Лиля в Ташкенте смертельно тосковала по своему родному городу, городу смерти:
Прислушайся к ночному сновиденью,
не пропусти упавшую звезду…
По улицам моим Невидимою Тенью
я за тобой пройду…
Ты посмотри (я так томлюсь в пустыне
вдали от милых мест…):
вода в Неве еще осталась синей?
У ангела из рук еще не отнят крест?
Весной 1928 она еще смотрела в небо:
Вот облака закрыли журавли —
Куда их бег?
Не уходи от горестной земли,
Останься, человек.
Она и оставалась… Еще три-четыре месяца. И ушла вовремя, избежав новых гонений.
…В 2010 году бюро Охраны авторских прав вывесило на своем сайте объявление о том, что они ищут композитора Черубину де Габриак. Ей что-то с них причитается. Полсотни рублей. За какую-то якобы музыку. А может, за полвека умолчания…
Детские пьесы, написанные Лилей вместе с Маршаком («Кошкин дом» и прочие), еще и при ее жизни выходили под одним именем – Маршака. Илья Эренбург написал однажды, что Маршаку было из-за этого как бы неловко.
«За эту ироническую прелесть…»
(Марина, Софья, Сергей, Родзевич, Майя, Эсфирь, Татьяна, Саломея, Натали, Анастасия)
Стих в Петербурге осенний скандал с бедной Черубиной и дуэлью знаменитых поэтов, отшумело зимнее море в Коктебельской бухте, мирно дремало оно летней ночью под «башней» волошинского дома, уводя вдаль сказочно яркую лунную дорожку. По вечерам на «башне» звучали голоса поэтов, среди них были и новые, совсем молодые.
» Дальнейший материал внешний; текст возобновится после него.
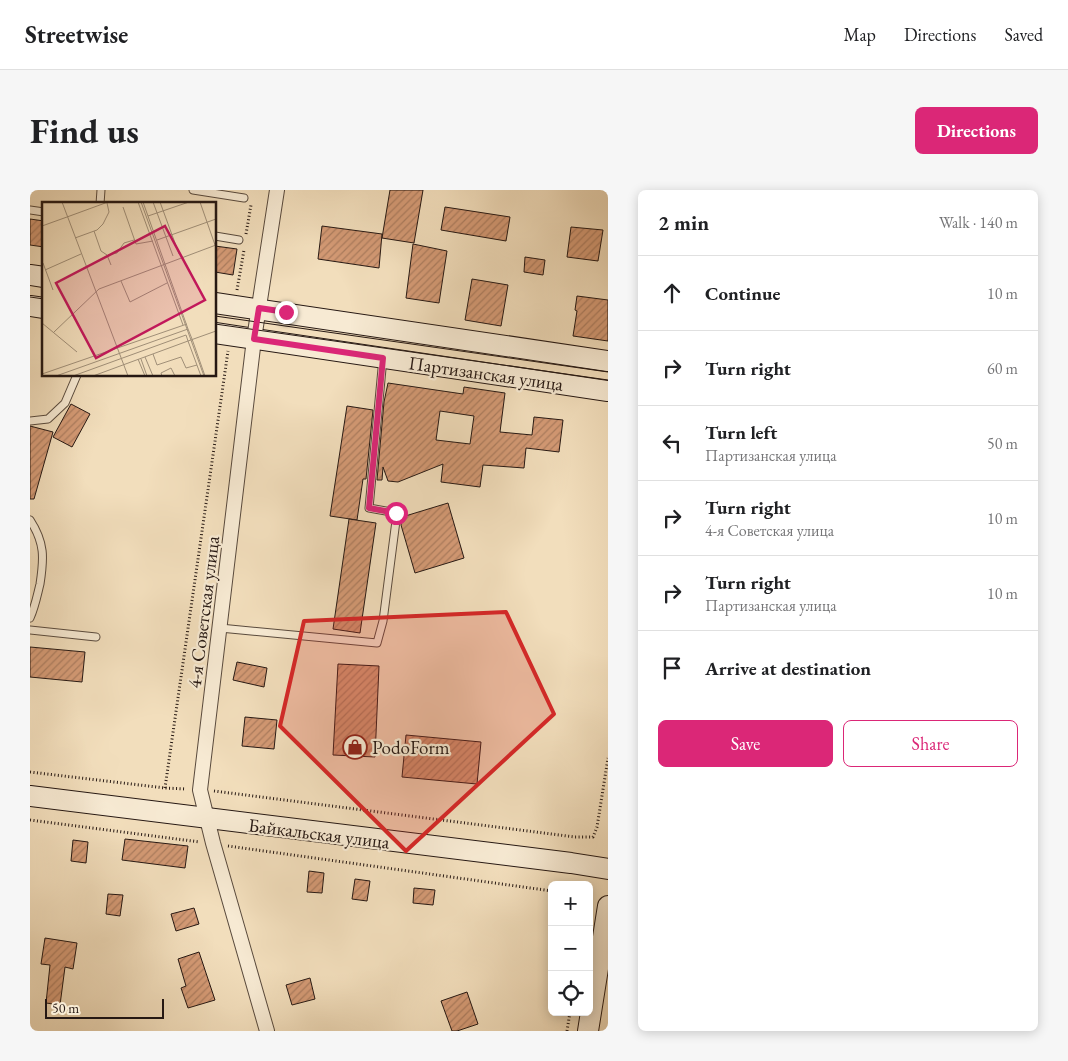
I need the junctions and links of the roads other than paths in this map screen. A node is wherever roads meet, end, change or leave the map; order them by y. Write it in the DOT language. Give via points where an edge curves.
graph roads {
  1 [pos="193,190"];
  2 [pos="278,190"];
  3 [pos="244,198"];
  4 [pos="216,236"];
  5 [pos="238,240"];
  6 [pos="216,303"];
  7 [pos="259,308"];
  8 [pos="222,339"];
  9 [pos="254,339"];
  10 [pos="383,358"];
  11 [pos="608,361"];
  12 [pos="77,376"];
  13 [pos="608,391"];
  14 [pos="30,421"];
  15 [pos="30,520"];
  16 [pos="30,618"];
  17 [pos="220,628"];
  18 [pos="30,630"];
  19 [pos="96,636"];
  20 [pos="30,796"];
  21 [pos="208,819"];
  22 [pos="608,869"];
  23 [pos="608,906"];
  24 [pos="268,1031"];
  25 [pos="588,1031"];
  1 -- 3 [label="lane"];
  2 -- 7 [label="street, 4-я Советская улица"];
  4 -- 5 [label="lane"];
  6 -- 7 [label="street, Партизанская улица"];
  7 -- 9 [label="street, 4-я Советская улица"];
  7 -- 11 [label="street, Партизанская улица"];
  8 -- 9 [label="street, Партизанская улица"];
  9 -- 10 [label="street, Партизанская улица"];
  9 -- 17 [label="street, 4-я Советская улица"];
  10 -- 13 [label="street, Партизанская улица"];
  10 -- 17 [label="lane" via="369,508 396,513 383,621 377,643"];
  12 -- 14 [label="lane" via="65,403 48,419"];
  15 -- 16 [label="lane" via="43,547 36,606"];
  17 -- 21 [label="street, 4-я Советская улица" via="200,790"];
  18 -- 19 [label="lane"];
  20 -- 21 [label="street, Байкальская улица"];
  21 -- 22 [label="street, Байкальская улица"];
  21 -- 24 [label="street, 4-я Советская улица"];
  23 -- 25 [label="street"];
}
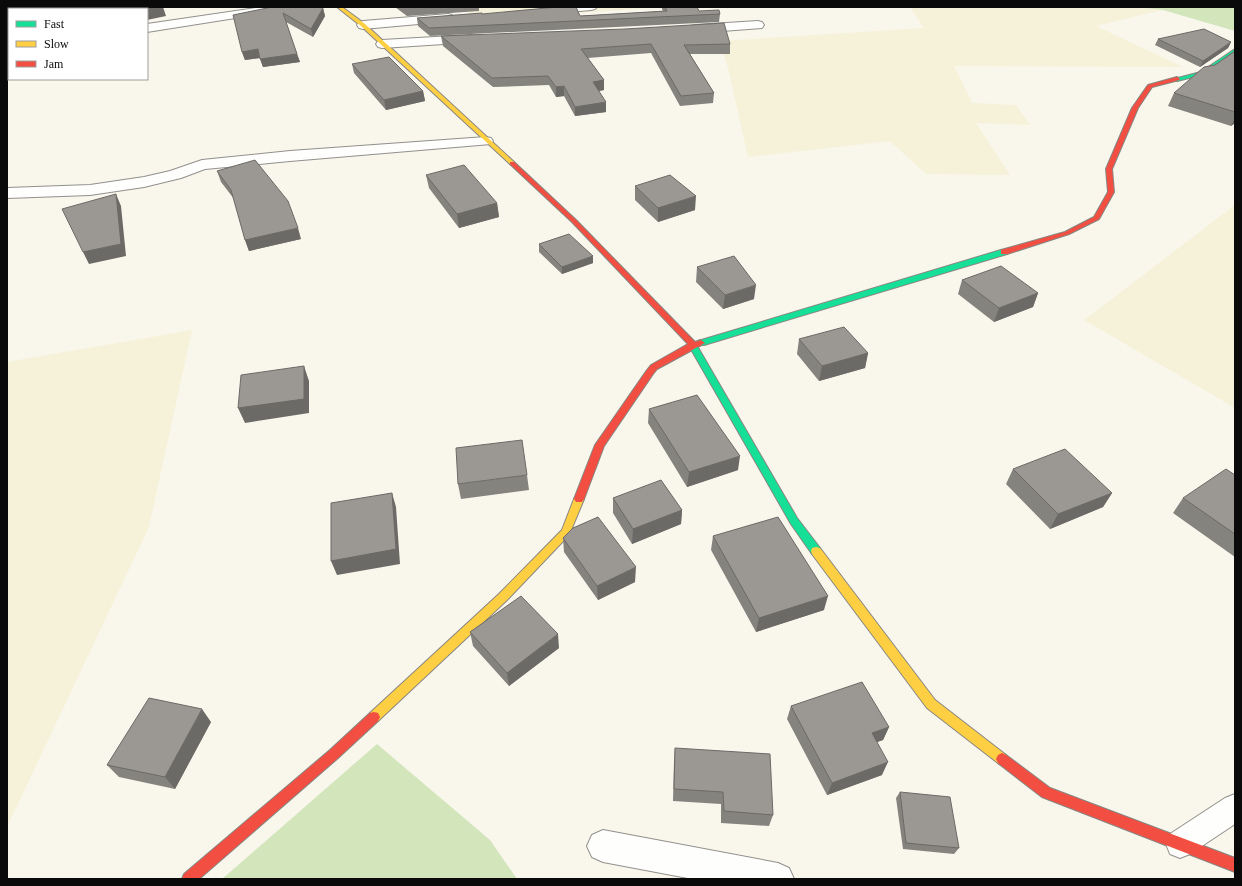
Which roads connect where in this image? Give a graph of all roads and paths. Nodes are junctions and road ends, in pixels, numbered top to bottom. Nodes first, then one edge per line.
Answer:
1 (286, 7) edge
2 (339, 7) edge
3 (591, 7) edge
4 (532, 11) edge
5 (463, 17) edge
6 (363, 25) junction
7 (758, 25) dead end
8 (148, 28) edge
9 (680, 30) edge
10 (484, 38) edge
11 (382, 44) junction
12 (1235, 51) edge
13 (486, 141) junction
14 (7, 193) edge
15 (693, 345) junction
16 (1235, 808) edge
17 (1180, 844) junction
18 (603, 846) dead end
19 (1235, 865) edge
20 (189, 879) edge
21 (778, 879) edge

1 - 8 street
2 - 6 street
3 - 4 street
5 - 6 street
6 - 11 street
7 - 9 street
10 - 11 street
11 - 13 street
12 - 15 street
13 - 14 street
13 - 15 street
15 - 17 street
15 - 20 street
16 - 17 lane
17 - 19 street
18 - 21 street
Хозяин дома слушал внимательно, качал львиною гривой. Он задумал книгу «Голоса поэтов» и уже писал ее понемногу.
В начале декабря 1910-го в издательстве «Мусагет» Волошина познакомили с совсем юной, восемнадцати лет от роду, поэтессой, которая подарила ему свою первую, только что вышедшую книжечку «Вечерний альбом». И книжка, и юная авторша понравились неутомимо влюбчивому Максу. Уже назавтра он написал для нее четверостишие, в котором поворчал добродушно, отчего все же альбом, а не тетрадка. Однако был уже в плену новой влюбленности, звал девушку в гости к себе в Коктебель. В том же декабре Волошин написал и отдал в печать рецензию на ее стихи. Рецензия на первую книгу – для любого автора царский подарок. Он был щедр и великодушен, бородатый хозяин коктебельского дома. Вот так от его приморской башни и отправилась в нелегкий путь большая поэтесса минувшего века. Многие считают, что не просто большая, а великая и, может, главная. Звали ее Марина Цветаева.
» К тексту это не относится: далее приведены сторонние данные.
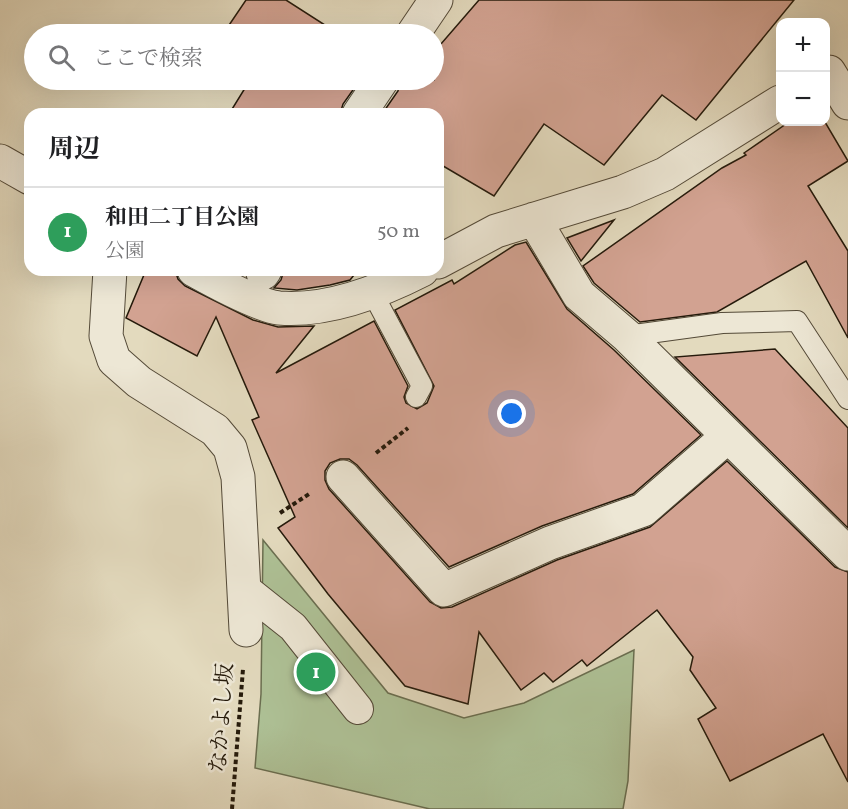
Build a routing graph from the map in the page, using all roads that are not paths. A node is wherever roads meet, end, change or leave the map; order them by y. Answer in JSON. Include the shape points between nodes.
{"nodes":[{"id":1,"x":436,"y":0,"type":"edge"},
{"id":2,"x":419,"y":24,"type":"edge"},
{"id":3,"x":834,"y":68,"type":"edge"},
{"id":4,"x":375,"y":90,"type":"edge"},
{"id":5,"x":848,"y":103,"type":"edge"},
{"id":6,"x":776,"y":105,"type":"edge"},
{"id":7,"x":363,"y":108,"type":"edge"},
{"id":8,"x":0,"y":161,"type":"edge"},
{"id":9,"x":24,"y":175,"type":"edge"},
{"id":10,"x":534,"y":219,"type":"junction"},
{"id":11,"x":444,"y":258,"type":"edge"},
{"id":12,"x":110,"y":276,"type":"edge"},
{"id":13,"x":205,"y":276,"type":"edge"},
{"id":14,"x":411,"y":276,"type":"edge"},
{"id":15,"x":258,"y":282,"type":"edge"},
{"id":16,"x":372,"y":292,"type":"junction"},
{"id":17,"x":627,"y":336,"type":"junction"},
{"id":18,"x":416,"y":397,"type":"dead end"},
{"id":19,"x":848,"y":399,"type":"edge"},
{"id":20,"x":728,"y":436,"type":"junction"},
{"id":21,"x":343,"y":477,"type":"dead end"},
{"id":22,"x":848,"y":554,"type":"edge"},
{"id":23,"x":244,"y":588,"type":"junction"},
{"id":24,"x":246,"y":630,"type":"road end"},
{"id":25,"x":358,"y":709,"type":"dead end"}],
"edges":[{"from":1,"to":2,"type":"street"},
{"from":3,"to":5,"type":"street"},
{"from":4,"to":7,"type":"street"},
{"from":6,"to":10,"type":"street","via":[[665,174],[623,192]]},
{"from":8,"to":9,"type":"street"},
{"from":10,"to":11,"type":"street","via":[[496,231]]},
{"from":10,"to":17,"type":"street","via":[[579,295]]},
{"from":12,"to":23,"type":"street","via":[[106,336],[114,360],[139,382],[215,430],[230,448],[238,477]]},
{"from":13,"to":15,"type":"street","via":[[223,286]]},
{"from":14,"to":16,"type":"street"},
{"from":15,"to":16,"type":"street","via":[[278,308],[330,305]]},
{"from":16,"to":18,"type":"lane","via":[[422,386]]},
{"from":17,"to":19,"type":"lane","via":[[722,322],[797,321]]},
{"from":17,"to":20,"type":"street"},
{"from":20,"to":21,"type":"street","via":[[644,510],[550,543],[444,590]]},
{"from":20,"to":22,"type":"street"},
{"from":23,"to":24,"type":"street"},
{"from":23,"to":25,"type":"street","via":[[293,627]]}]}
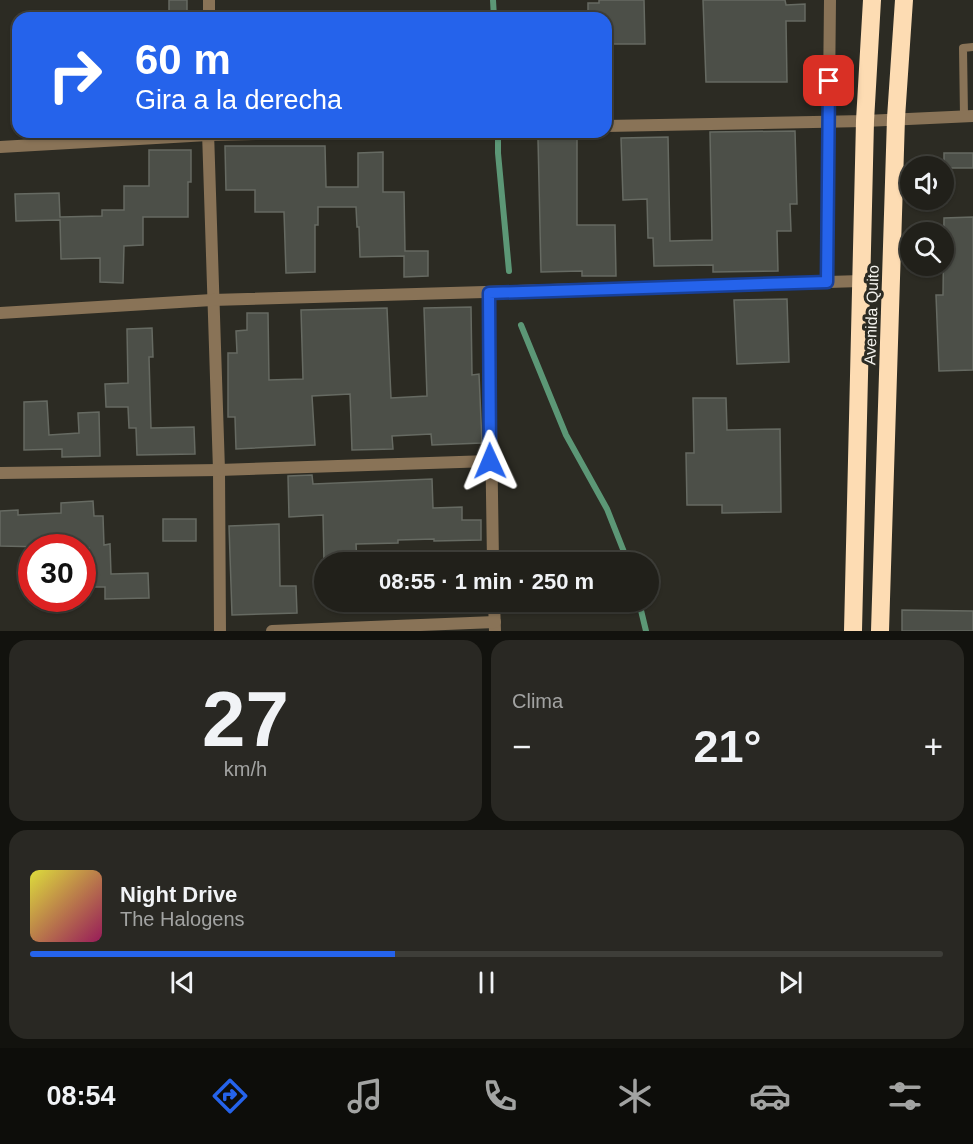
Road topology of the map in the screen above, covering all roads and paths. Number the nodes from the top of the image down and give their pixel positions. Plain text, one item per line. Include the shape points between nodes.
1 (830, 0) edge
2 (872, 0) edge
3 (904, 0) edge
4 (973, 47) edge
5 (968, 116) edge
6 (896, 118) junction
7 (865, 121) junction
8 (828, 122) junction
9 (612, 126) edge
10 (144, 138) edge
11 (208, 138) edge
12 (0, 147) edge
13 (861, 281) junction
14 (827, 282) junction
15 (489, 293) junction
16 (212, 300) junction
17 (0, 313) edge
18 (490, 461) junction
19 (219, 470) junction
20 (0, 473) edge
21 (493, 552) edge
22 (494, 612) edge
23 (495, 627) edge
24 (220, 631) edge
25 (272, 631) edge
26 (853, 631) edge
27 (880, 631) edge

1 - 8 street
2 - 7 highway, Avenida Quito
3 - 6 highway, Avenida Quito
4 - 5 lane via 963,48
5 - 6 street
6 - 7 street
6 - 27 highway, Avenida Quito
7 - 8 street
7 - 13 highway, Avenida Quito
8 - 9 street
8 - 14 street
10 - 12 street
11 - 16 street
13 - 14 street
13 - 26 highway, Avenida Quito
14 - 15 street
15 - 16 street
15 - 18 street
16 - 17 street
16 - 19 street
18 - 19 street
18 - 21 street
19 - 20 street
19 - 24 street
22 - 23 street
23 - 25 street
Она родилась во вполне состоятельной и высокоообразованной московской семье: отец – филолог и искусствовед, основатель Пушкинского музея (Музея изобразительных искусств) в Москве, мать – пианистка польско-немецких кровей, часто лечилась за границей, возила за собой дочку. Талантливая девочка хорошо выучила немецкий и французский, окончила хорошую гимназию в Москве, недолгое время посещала и Сорбонну.
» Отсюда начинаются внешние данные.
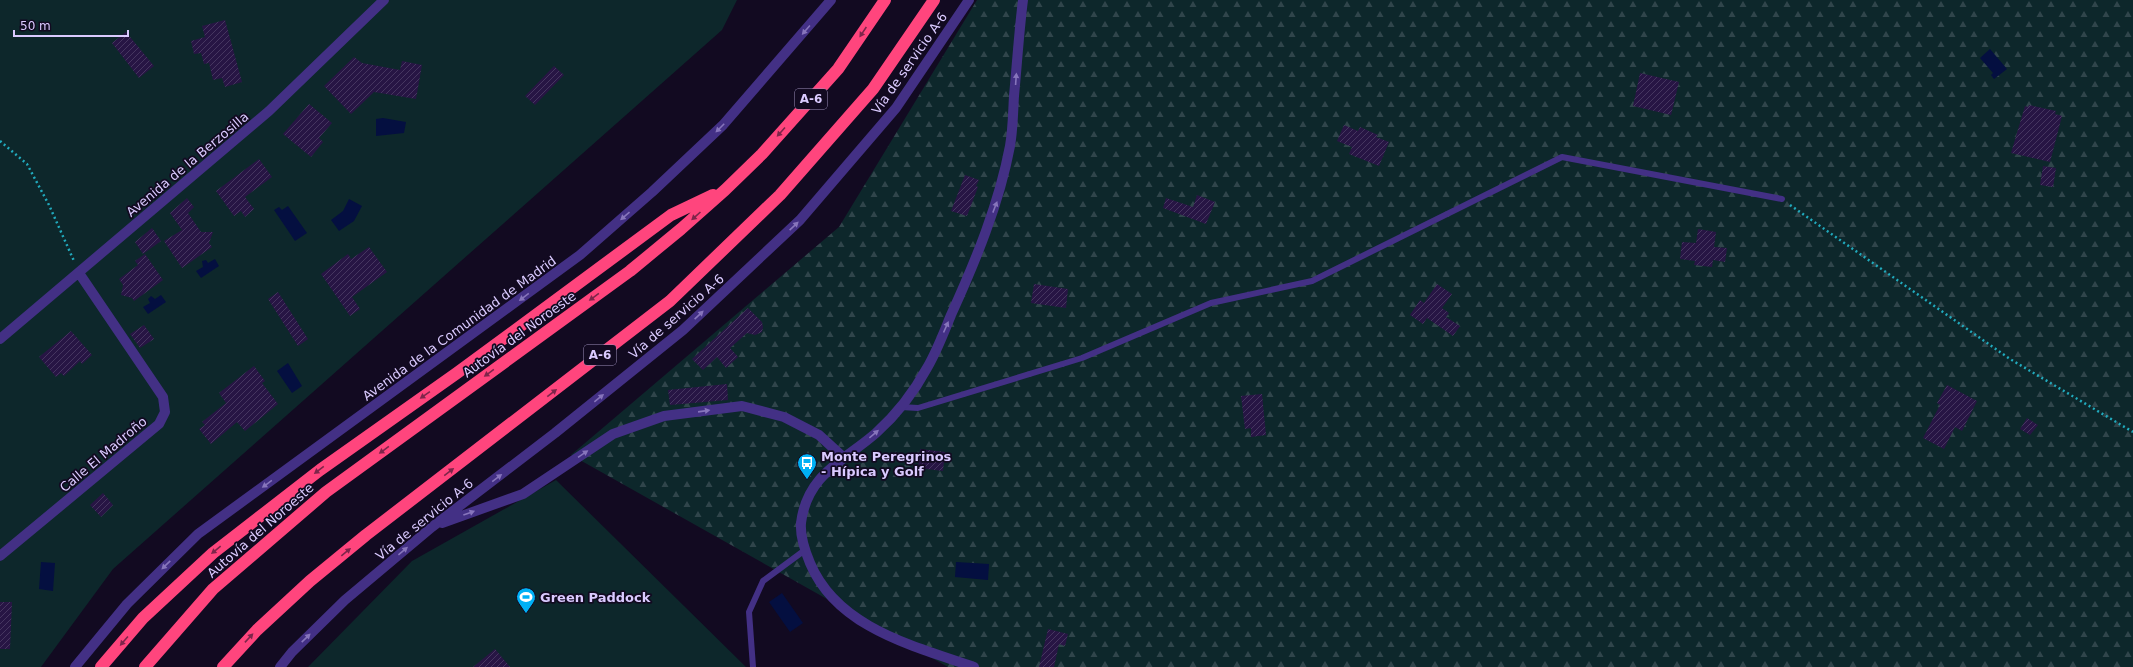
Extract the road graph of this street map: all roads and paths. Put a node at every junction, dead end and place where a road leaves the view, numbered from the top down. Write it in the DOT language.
graph roads {
  1 [pos="384,0"];
  2 [pos="831,0"];
  3 [pos="885,0"];
  4 [pos="934,0"];
  5 [pos="969,0"];
  6 [pos="1023,0"];
  7 [pos="0,141"];
  8 [pos="725,190"];
  9 [pos="1782,199"];
  10 [pos="79,273"];
  11 [pos="0,339"];
  12 [pos="901,407"];
  13 [pos="2133,432"];
  14 [pos="843,458"];
  15 [pos="432,527"];
  16 [pos="805,550"];
  17 [pos="0,556"];
  18 [pos="75,667"];
  19 [pos="101,667"];
  20 [pos="145,667"];
  21 [pos="223,667"];
  22 [pos="280,667"];
  23 [pos="753,667"];
  24 [pos="974,667"];
  1 -- 10 [label="street, Avenida de la Berzosilla"];
  2 -- 18 [label="street, Avenida de la Comunidad de Madrid, one-way"];
  3 -- 8 [label="highway, Autovía del Noroeste / A-6, one-way"];
  21 -- 4 [label="highway, A-6, one-way"];
  15 -- 5 [label="street, Vía de servicio A-6, one-way"];
  12 -- 6 [label="street, one-way"];
  7 -- 10 [label="path"];
  8 -- 19 [label="highway, one-way"];
  8 -- 20 [label="highway, Autovía del Noroeste / A-6, one-way"];
  9 -- 12 [label="lane"];
  9 -- 13 [label="path"];
  10 -- 11 [label="street, Avenida de la Berzosilla"];
  10 -- 17 [label="street, Calle El Madroño"];
  14 -- 12 [label="street, one-way"];
  15 -- 14 [label="street, one-way"];
  14 -- 16 [label="street"];
  22 -- 15 [label="street, Vía de servicio A-6, one-way"];
  16 -- 23 [label="lane"];
  16 -- 24 [label="street"];
}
Стихи Марина стала писать то ли с четырех, то ли с шести лет, но это в России бывает нередко, но вот чтоб обнаружился неиссякающий поэтический талант такой силы, да на всю жизнь – это событие…
Летом 1911 года Марина с сестрой Асей отдыхали в Крыму, в Гурзуфе, оттуда списались с Волошиным, он позвал их к себе в гости. На коктебельском берегу все было как обычно: там слонялось множество волошинских друзей, в том числе молодежи. Гостил вместе с сестрой семнадцатилетний гимназист Сережа Эфрон, за которого Марина вскоре и вышла замуж, а еще через год родила ему дочь Ариадну, Алю. Лет шестьдесят спустя я еще встречал Ариадну Сергеевну (единственный и последний осколок цветаевской семьи) в комнатушке у Инессы и Тани. Секретарши переводческой и детской секций московского отделения Союза писателей, прелестные Таня и Инесса, сидели друг против друга в одной тесной комнатке.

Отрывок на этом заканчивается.